How often do you ponder what you’re doing and why? Our “just do it” culture admires action and denigrates contemplation as “overthinking.”
This prejudice in the English-speaking world is old. Rhetoric accompanying Henry VIII’s dissolution of the monasteries expressed distrust of contemplation while it praised action. Hamlet’s misgivings about deep thinking also reflect this bias.
Izaak Walton’s 17th-century The Complete Angler championed a balance of action and contemplation to counter the turmoil of the English civil wars. Here, fishing illustrated the virtuous fellowship that can arise from this necessary equilibrium.
Many acknowledge the importance of an examined life, but attitudes against contemplation live on. With the bootstrap mindset favoring the self-made-man comes a bias for “doing” in favor of “thinking.”
Action without contemplation is robotic; like twin plane engines, they must balance each other. This composure is obvious to a farmer who ponders the seasonal cycle or to a trucker whose solitary hours benefit from contemplation.
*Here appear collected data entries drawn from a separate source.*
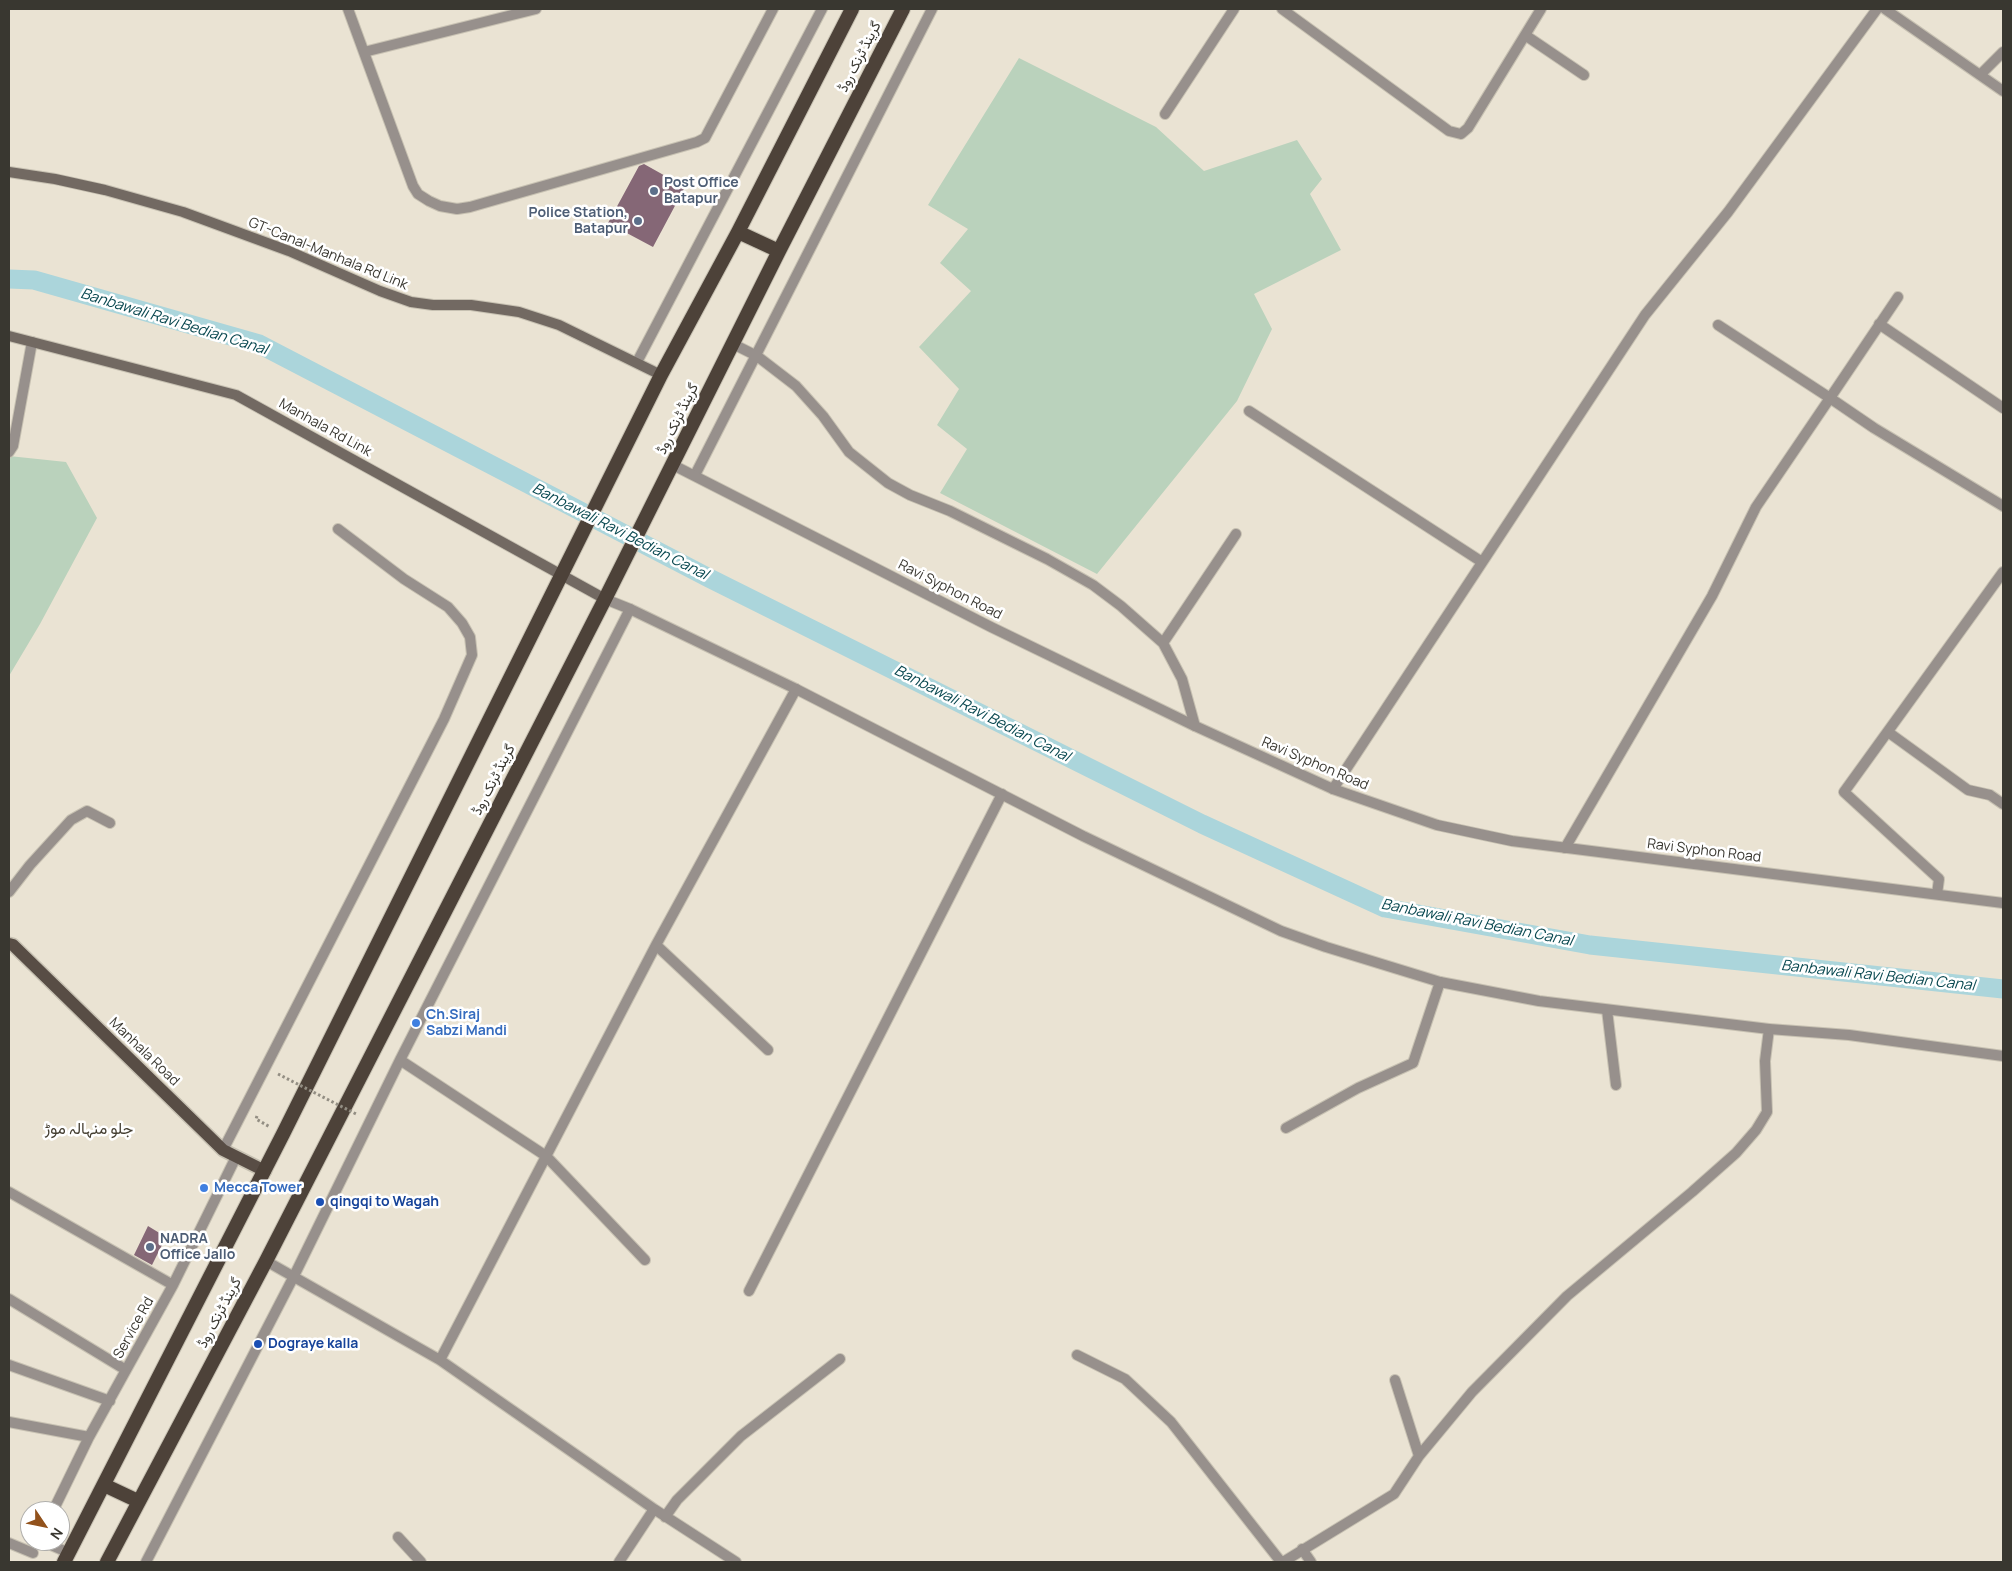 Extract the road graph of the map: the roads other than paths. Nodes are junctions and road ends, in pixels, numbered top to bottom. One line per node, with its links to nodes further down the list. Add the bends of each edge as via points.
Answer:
1 (348, 9): 14 (street)
2 (536, 9): 14 (street)
3 (773, 9): 14 (street, via 705,138 457,209 430,201 418,194 413,186)
4 (822, 9): 30 (street)
5 (852, 9): 21 (highway, گرینڈ ٹرنک روڈ)
6 (903, 9): 22 (highway, گرینڈ ٹرنک روڈ)
7 (932, 9): 29 (street)
8 (1234, 9): 19 (street)
9 (1282, 9): 13 (street, via 1449,131 1461,134 1468,128)
10 (1541, 9): 13 (street)
11 (1877, 9): 41 (street, via 1728,212 1645,315)
12 (1885, 9): 16 (street)
13 (1525, 35): 17 (street)
14 (364, 52)
15 (2003, 52): 16 (street)
16 (1981, 74): 18 (street)
17 (1584, 75)
18 (2003, 91)
19 (1164, 114)
20 (9, 172): 30 (main road, GT-Canal-Manhala Rd Link, via 96,189 183,212 290,251 411,302 471,305 519,312 559,325)
21 (738, 232): 22 (highway); 31 (highway, گرینڈ ٹرنک روڈ)
22 (779, 251): 28 (highway, گرینڈ ٹرنک روڈ)
23 (1898, 297): 24 (street)
24 (1879, 324): 32 (street); 33 (street)
25 (1718, 325): 32 (street)
26 (9, 336): 27 (main road, Manhala Rd Link)
27 (32, 342): 35 (street, via 13,446); 43 (main road, Manhala Rd Link, via 236,395)
28 (733, 344): 29 (street); 36 (highway, گرینڈ ٹرنک روڈ)
29 (757, 356): 37 (street); 46 (street, via 796,386 849,452 888,483 1038,554 1093,585)
30 (637, 362): 31 (main road, GT-Canal-Manhala Rd Link)
31 (661, 375): 43 (highway, گرینڈ ٹرنک روڈ)
32 (1830, 398): 38 (street); 54 (street, via 1756,508 1712,596)
33 (2003, 408)
34 (1248, 411): 41 (street)
35 (9, 452)
36 (670, 470): 37 (street, Ravi Syphon Road); 44 (highway, گرینڈ ٹرنک روڈ)
37 (695, 475): 48 (street, Ravi Syphon Road, via 991,627)
38 (2003, 506)
39 (338, 529): 68 (street, via 404,579 448,607 470,637 472,655 444,719)
40 (1236, 534): 46 (street)
41 (1482, 562): 50 (street)
42 (2003, 572): 49 (street)
43 (561, 575): 44 (main road, Manhala Rd Link); 71 (highway, گرینڈ ٹرنک روڈ)
44 (608, 594): 45 (street); 74 (highway, گرینڈ ٹرنک روڈ)
45 (630, 608): 47 (street); 65 (street)
46 (1163, 643): 48 (street, via 1182,678)
47 (796, 689): 51 (street); 59 (street)
48 (1195, 726): 50 (street, Ravi Syphon Road)
49 (1888, 732): 52 (street, via 1968,790 1990,795); 56 (street, via 1844,792 1939,879)
50 (1333, 789): 54 (street, Ravi Syphon Road, via 1437,825 1512,841)
51 (1002, 794): 60 (street, via 1281,931); 77 (street)
52 (2003, 804)
53 (110, 822): 55 (street, via 87,811 71,820)
54 (1566, 848): 56 (street, Ravi Syphon Road)
55 (9, 892)
56 (1937, 894): 57 (street, Ravi Syphon Road)
57 (2003, 903)
58 (9, 944): 68 (main road, Manhala Road)
59 (656, 945): 63 (street); 69 (street)
60 (1440, 982): 61 (street, via 1495,994); 67 (street, via 1413,1063 1358,1088)
61 (1607, 1010): 62 (street); 66 (street)
62 (1769, 1029): 64 (street, via 1849,1035); 88 (street, via 1765,1061 1767,1112 1756,1130 1736,1153 1692,1192 1567,1296 1472,1392)
63 (768, 1050)
64 (2003, 1056)
65 (400, 1060): 69 (street); 75 (street)
66 (1616, 1085)
67 (1286, 1128)
68 (223, 1150): 70 (main road, Manhala Road)
69 (546, 1156): 73 (street); 81 (street)
70 (236, 1157): 71 (main road, Manhala Road); 76 (street, Service Rd)
71 (265, 1171): 89 (highway, گرینڈ ٹرنک روڈ)
72 (9, 1192): 76 (street)
73 (645, 1260)
74 (266, 1261): 75 (street); 91 (highway, گرینڈ ٹرنک روڈ)
75 (294, 1276): 81 (street); 101 (street)
76 (173, 1285): 83 (street, Service Rd)
77 (749, 1291)
78 (9, 1299): 83 (street)
79 (1077, 1354): 105 (street, via 1125,1379 1171,1422)
80 (840, 1358): 93 (street, via 741,1436)
81 (440, 1360): 92 (street)
82 (9, 1364): 85 (street)
83 (126, 1370): 85 (street, Service Rd)
84 (1395, 1380): 88 (street)
85 (110, 1401): 87 (street, Service Rd)
86 (9, 1422): 87 (street)
87 (89, 1437): 90 (street, Service Rd)
88 (1419, 1456): 96 (street, via 1394,1494)
89 (104, 1485): 91 (highway); 99 (highway, گرینڈ ٹرنک روڈ)
90 (59, 1501)
91 (138, 1501): 100 (highway, گرینڈ ٹرنک روڈ)
92 (654, 1509): 93 (street); 103 (street)
93 (665, 1516): 104 (street)
94 (398, 1536): 102 (street)
95 (9, 1542): 98 (street)
96 (1302, 1549): 105 (street); 106 (street)
97 (55, 1551): 99 (street)
98 (31, 1558)
99 (66, 1558)
100 (107, 1562)
101 (146, 1562)
102 (421, 1562)
103 (620, 1562)
104 (736, 1562)
105 (1282, 1562)
106 (1311, 1562)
But many feel our attention fraying from work and parenting duties. We “busy-brag” and view contemplation as a “luxury.” Instead, during small breaks, we “veg out” and allow electronic distractions to rule.
Active habits are honed in quiet moments, serving us well in daily scenarios and emergencies. Like Walton’s fly-fisher who seeks empathy and goodwill, continually cast back on whether your thoughts and actions have matched your best intentions.
In turn, by correcting your actions casting forward, the wiser presentations will yield a clearer sense of purpose against the snags that will surely come.
I’m Bill Gahan, and that’s my perspective.